There it was. An uncomplicated observation from a very brainy boy. There was no disputing it. He was right. We are… different. So how to help him understand our place in the animal kingdom? I was taken back to my own childhood where I was raised in a very anthropocentric mindset. Not only was I taught that human beings were the most significant and special of all god’s creatures, my parents took it even further than that. I was taught that I was god’s special girl, that god knew me before I was even born, and that god knew the number of hairs on my head at all times. Why this hair-counting, voyeuristic god didn’t completely creep me out at the time, I have no idea. Maybe I wanted very much to hear how special I was and maybe the god myth filled that need.
Yes, humans are different, but are we supreme? And if we are supreme, was it a god or gods that made us that way? The Bible would lead us to believe so. Why, it is completely integral to the Genesis story.
Then God said, ‘Let us make humankind in our image, according to our likeness; and let them have dominion over the fish of the sea, and over the birds of the air, and over the cattle, and over all the wild animals of the earth, and over every creeping thing that creeps upon the earth.’ Holy Bible, NRSV, Catholic Edition
What does science tell us? Well, for starters science in no way confirms the Genesis account. Science tells us that we are very tiny life forms in a very, very big universe. Compare your mass to the mass of the planet. Then, compare our planet to our entire galaxy. Then think about our galaxy in terms of the entire observable universe. It blows the mind. We are so tiny compared to all of that, how can one ever begin to feel special or significant? We are not only tiny in size, but in time as well. The age of the universe is reckoned at approximately 13.7 billion years. The Earth itself is dated at 4.5 billion years old. Out of that 4.5 billion years, anatomically modern humans only originated in Africa around 200,000 years ago. This means that for the majority of the life of the universe and, indeed, our planet humans have not been around. How then can we be supreme, the most significant entities in the universe, as Christianity would have us believe?
The answer is that we are not supreme. We are, collectively, a blip on the radar.

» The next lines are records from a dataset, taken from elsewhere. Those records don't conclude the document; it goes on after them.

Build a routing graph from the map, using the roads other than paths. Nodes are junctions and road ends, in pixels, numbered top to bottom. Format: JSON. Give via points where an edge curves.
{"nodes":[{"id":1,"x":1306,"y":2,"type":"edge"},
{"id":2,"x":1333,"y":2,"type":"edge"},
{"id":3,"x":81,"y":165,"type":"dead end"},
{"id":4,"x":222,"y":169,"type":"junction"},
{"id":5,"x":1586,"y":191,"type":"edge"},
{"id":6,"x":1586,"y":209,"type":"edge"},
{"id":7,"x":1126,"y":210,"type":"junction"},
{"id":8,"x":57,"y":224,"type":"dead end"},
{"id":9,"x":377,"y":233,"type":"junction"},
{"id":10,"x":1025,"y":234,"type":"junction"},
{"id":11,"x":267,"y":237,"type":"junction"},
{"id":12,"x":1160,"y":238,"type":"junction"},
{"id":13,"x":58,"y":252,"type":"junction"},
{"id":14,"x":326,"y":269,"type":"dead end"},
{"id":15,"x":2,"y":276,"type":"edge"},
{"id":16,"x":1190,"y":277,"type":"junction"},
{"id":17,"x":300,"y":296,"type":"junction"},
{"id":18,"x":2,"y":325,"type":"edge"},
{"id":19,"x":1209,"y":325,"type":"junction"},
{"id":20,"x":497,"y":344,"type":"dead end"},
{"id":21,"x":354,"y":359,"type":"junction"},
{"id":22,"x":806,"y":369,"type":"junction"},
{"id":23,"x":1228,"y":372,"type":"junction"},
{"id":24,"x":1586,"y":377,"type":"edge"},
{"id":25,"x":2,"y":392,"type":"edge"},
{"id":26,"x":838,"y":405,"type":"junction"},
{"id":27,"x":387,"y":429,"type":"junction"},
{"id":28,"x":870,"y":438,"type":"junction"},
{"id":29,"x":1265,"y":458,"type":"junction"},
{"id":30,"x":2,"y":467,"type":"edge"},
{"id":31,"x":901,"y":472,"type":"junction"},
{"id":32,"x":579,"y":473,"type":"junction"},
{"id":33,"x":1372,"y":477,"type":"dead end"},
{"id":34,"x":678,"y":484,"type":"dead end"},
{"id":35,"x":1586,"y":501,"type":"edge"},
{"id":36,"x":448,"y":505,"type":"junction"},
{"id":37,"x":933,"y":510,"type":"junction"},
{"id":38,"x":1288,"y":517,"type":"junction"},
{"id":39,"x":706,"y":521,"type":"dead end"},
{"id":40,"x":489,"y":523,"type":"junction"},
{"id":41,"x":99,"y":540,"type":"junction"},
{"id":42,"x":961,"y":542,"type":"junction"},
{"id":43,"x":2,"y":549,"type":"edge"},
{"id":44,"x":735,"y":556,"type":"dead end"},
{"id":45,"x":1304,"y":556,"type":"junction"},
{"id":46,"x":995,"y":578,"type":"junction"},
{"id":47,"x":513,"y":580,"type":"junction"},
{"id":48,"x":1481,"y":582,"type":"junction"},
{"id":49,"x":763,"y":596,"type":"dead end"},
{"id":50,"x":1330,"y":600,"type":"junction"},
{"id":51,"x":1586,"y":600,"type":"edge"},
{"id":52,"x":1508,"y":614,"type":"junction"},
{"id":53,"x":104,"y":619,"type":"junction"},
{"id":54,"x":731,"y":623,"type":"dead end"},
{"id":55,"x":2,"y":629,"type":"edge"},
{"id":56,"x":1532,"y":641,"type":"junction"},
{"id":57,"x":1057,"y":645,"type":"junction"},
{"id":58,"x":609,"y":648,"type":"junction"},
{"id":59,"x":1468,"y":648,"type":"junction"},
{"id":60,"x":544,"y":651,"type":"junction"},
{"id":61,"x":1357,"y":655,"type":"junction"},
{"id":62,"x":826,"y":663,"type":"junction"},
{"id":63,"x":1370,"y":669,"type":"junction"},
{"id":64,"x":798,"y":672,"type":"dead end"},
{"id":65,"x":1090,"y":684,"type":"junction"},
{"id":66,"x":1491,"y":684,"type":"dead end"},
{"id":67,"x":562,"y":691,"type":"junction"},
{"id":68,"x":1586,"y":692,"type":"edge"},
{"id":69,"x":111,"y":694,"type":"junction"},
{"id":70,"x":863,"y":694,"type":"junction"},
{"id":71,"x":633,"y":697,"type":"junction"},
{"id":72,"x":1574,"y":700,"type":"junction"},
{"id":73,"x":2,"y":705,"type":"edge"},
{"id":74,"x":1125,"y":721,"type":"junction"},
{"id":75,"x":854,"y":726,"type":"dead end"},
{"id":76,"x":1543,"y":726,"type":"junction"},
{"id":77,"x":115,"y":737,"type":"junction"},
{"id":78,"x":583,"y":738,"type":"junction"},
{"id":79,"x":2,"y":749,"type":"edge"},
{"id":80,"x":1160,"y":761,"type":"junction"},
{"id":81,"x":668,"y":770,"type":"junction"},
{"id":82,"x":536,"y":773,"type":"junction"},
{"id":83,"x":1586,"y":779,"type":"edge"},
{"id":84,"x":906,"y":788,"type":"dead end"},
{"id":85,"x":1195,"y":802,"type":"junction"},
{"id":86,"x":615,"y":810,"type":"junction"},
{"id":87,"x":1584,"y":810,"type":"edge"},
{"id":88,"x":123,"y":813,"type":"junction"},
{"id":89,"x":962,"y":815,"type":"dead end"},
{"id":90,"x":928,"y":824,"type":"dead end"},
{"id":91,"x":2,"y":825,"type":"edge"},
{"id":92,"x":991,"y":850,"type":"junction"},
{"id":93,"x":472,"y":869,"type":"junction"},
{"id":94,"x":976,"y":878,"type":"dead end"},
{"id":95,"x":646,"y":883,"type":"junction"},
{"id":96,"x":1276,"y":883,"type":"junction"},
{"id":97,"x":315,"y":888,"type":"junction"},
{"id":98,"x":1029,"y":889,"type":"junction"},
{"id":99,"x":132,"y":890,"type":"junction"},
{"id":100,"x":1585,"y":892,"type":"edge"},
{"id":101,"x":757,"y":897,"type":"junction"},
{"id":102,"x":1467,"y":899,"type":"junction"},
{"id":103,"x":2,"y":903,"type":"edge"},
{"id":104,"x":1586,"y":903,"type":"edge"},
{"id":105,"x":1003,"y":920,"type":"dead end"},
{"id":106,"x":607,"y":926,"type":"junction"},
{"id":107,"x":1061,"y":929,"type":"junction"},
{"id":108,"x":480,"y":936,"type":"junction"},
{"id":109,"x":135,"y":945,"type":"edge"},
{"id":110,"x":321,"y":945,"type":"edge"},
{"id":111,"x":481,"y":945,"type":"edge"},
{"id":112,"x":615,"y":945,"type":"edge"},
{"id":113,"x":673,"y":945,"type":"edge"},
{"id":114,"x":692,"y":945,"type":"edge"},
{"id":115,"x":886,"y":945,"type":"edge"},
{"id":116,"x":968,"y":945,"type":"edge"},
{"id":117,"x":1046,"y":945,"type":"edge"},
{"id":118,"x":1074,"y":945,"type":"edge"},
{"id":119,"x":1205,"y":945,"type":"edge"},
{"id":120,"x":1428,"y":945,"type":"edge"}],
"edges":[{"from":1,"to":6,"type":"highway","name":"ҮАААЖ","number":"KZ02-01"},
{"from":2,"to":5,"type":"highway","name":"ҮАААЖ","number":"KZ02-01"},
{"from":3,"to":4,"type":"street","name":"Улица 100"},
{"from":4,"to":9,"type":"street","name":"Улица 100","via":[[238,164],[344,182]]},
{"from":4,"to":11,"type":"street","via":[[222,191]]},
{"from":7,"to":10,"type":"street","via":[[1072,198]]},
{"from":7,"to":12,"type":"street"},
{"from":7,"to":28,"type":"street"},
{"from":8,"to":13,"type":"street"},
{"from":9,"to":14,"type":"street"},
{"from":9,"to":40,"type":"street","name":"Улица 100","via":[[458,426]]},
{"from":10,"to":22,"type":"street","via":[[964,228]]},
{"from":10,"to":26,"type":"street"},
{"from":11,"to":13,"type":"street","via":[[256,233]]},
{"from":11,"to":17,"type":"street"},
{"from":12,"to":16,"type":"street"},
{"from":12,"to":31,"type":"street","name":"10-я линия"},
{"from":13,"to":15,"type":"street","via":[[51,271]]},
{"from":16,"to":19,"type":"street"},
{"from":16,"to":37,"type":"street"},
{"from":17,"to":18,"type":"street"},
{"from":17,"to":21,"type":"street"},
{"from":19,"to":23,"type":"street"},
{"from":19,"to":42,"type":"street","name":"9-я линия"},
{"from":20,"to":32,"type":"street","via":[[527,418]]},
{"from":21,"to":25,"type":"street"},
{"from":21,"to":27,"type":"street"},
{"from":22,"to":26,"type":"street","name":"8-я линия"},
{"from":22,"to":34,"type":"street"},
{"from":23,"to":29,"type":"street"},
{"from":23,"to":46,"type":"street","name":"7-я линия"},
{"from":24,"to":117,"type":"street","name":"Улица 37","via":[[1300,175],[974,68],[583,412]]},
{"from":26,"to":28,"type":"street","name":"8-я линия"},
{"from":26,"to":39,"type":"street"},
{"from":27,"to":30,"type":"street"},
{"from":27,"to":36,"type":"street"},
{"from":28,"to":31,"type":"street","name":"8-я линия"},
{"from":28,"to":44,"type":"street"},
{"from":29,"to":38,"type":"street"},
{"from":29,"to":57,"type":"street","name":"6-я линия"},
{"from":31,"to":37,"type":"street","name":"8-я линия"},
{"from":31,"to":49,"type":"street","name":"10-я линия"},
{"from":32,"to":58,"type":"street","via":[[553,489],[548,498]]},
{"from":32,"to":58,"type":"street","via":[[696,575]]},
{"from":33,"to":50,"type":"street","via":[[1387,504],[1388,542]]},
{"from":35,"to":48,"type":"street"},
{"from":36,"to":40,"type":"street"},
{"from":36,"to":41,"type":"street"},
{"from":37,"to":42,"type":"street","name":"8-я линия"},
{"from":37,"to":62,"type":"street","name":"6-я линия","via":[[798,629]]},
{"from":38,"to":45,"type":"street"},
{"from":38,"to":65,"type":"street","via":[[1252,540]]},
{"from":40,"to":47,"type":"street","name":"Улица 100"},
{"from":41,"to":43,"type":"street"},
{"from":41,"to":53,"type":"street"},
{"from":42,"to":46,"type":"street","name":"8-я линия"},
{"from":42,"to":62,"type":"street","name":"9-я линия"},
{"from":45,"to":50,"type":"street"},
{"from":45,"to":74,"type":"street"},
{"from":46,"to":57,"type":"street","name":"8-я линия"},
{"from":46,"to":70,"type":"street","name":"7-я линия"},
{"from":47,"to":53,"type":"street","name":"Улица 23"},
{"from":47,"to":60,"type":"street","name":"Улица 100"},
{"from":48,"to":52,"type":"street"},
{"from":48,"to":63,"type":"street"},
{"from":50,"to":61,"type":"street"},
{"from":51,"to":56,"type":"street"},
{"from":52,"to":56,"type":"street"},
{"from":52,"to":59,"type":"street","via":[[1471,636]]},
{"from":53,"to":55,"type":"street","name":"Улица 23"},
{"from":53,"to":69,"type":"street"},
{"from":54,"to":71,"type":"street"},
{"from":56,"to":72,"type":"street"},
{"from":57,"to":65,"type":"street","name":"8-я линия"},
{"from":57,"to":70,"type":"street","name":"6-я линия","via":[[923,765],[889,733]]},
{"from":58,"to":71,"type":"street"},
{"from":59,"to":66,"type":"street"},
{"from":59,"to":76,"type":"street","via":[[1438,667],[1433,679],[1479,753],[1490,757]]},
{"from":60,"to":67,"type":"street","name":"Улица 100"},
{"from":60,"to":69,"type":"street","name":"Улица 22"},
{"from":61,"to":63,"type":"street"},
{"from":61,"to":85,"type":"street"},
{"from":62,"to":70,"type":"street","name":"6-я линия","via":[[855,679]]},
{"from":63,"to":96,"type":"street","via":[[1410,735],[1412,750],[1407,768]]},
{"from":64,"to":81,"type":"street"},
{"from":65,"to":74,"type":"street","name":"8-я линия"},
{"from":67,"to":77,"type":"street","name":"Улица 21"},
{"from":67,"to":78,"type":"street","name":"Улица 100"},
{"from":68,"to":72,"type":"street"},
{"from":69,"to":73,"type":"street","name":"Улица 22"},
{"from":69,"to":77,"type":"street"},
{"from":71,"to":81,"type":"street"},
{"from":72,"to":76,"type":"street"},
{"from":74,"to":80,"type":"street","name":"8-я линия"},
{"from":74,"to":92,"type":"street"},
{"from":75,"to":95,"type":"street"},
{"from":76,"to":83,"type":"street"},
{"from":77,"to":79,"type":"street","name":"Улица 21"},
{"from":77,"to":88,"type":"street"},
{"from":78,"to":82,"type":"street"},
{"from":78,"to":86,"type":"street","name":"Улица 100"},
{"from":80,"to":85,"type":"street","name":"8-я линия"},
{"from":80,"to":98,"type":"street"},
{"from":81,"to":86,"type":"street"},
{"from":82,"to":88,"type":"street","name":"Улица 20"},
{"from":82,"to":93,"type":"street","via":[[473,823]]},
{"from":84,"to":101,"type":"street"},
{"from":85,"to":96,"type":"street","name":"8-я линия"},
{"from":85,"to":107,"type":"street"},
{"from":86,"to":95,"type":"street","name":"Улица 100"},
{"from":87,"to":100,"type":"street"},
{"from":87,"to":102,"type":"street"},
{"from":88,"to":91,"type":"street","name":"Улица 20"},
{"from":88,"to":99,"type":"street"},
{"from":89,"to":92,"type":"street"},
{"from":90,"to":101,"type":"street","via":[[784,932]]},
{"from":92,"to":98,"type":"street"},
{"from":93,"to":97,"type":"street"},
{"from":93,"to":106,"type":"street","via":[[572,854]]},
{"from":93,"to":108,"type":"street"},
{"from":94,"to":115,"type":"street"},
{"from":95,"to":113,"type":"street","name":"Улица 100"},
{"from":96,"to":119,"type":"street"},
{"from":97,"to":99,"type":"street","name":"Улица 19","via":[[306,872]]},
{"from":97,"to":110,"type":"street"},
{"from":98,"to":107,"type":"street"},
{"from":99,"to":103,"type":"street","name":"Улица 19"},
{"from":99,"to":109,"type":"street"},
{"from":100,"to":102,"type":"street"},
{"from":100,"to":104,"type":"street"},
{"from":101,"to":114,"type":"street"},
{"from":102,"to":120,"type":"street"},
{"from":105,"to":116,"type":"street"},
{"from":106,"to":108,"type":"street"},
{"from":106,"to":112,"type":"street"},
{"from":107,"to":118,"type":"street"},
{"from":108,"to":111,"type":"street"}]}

The earth will still be here long after we are gone.
How are we to go about the 80 or so years we have on this planet knowing how tiny and inconsequential we are? The answer is that we are not insignificant. We are living things! You, reader, are the product of millions of years of gradual, inching evolution. Every cell in your body is a triumph of nature. You are incredible because you are here and you are alive. It is not necessary to believe in a deity or that as humans we have something supernatural within us that separates us from other animals. Our significance is our place in the natural world, and the fact that that place is only temporary.

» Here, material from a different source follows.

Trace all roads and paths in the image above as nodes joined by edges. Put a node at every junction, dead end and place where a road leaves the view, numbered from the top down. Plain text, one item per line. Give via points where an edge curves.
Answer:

My little boy is far too young to understand this, so my response was a visit to the new Africa exhibit at the zoo. My overly-cautious little one looked on as I stood inches away from a chimpanzee, separated only by a pane of glass. The chimpanzee put his hand up to the glass. I held mine up to meet his. His eyes met mine and we considered one another. In absolute awe (and yes, a little choked up), I looked back at my tiny son as if to say, “See. Not so different.”
“We are going to die, and that makes us the lucky ones. Most people are never going to die because they are never going to be born. The potential people who could have been here in my place but who will in fact never see the light of day outnumber the sand grains of Arabia. Certainly those unborn ghosts include greater poets than Keats, scientists greater than Newton. We know this because the set of possible people allowed by our DNA so massively outnumbers the set of actual people. In the teeth of these stupefying odds it is you and I, in our ordinariness, that are here.” – – Richard Dawkins, Unweaving The Rainbow, 1998.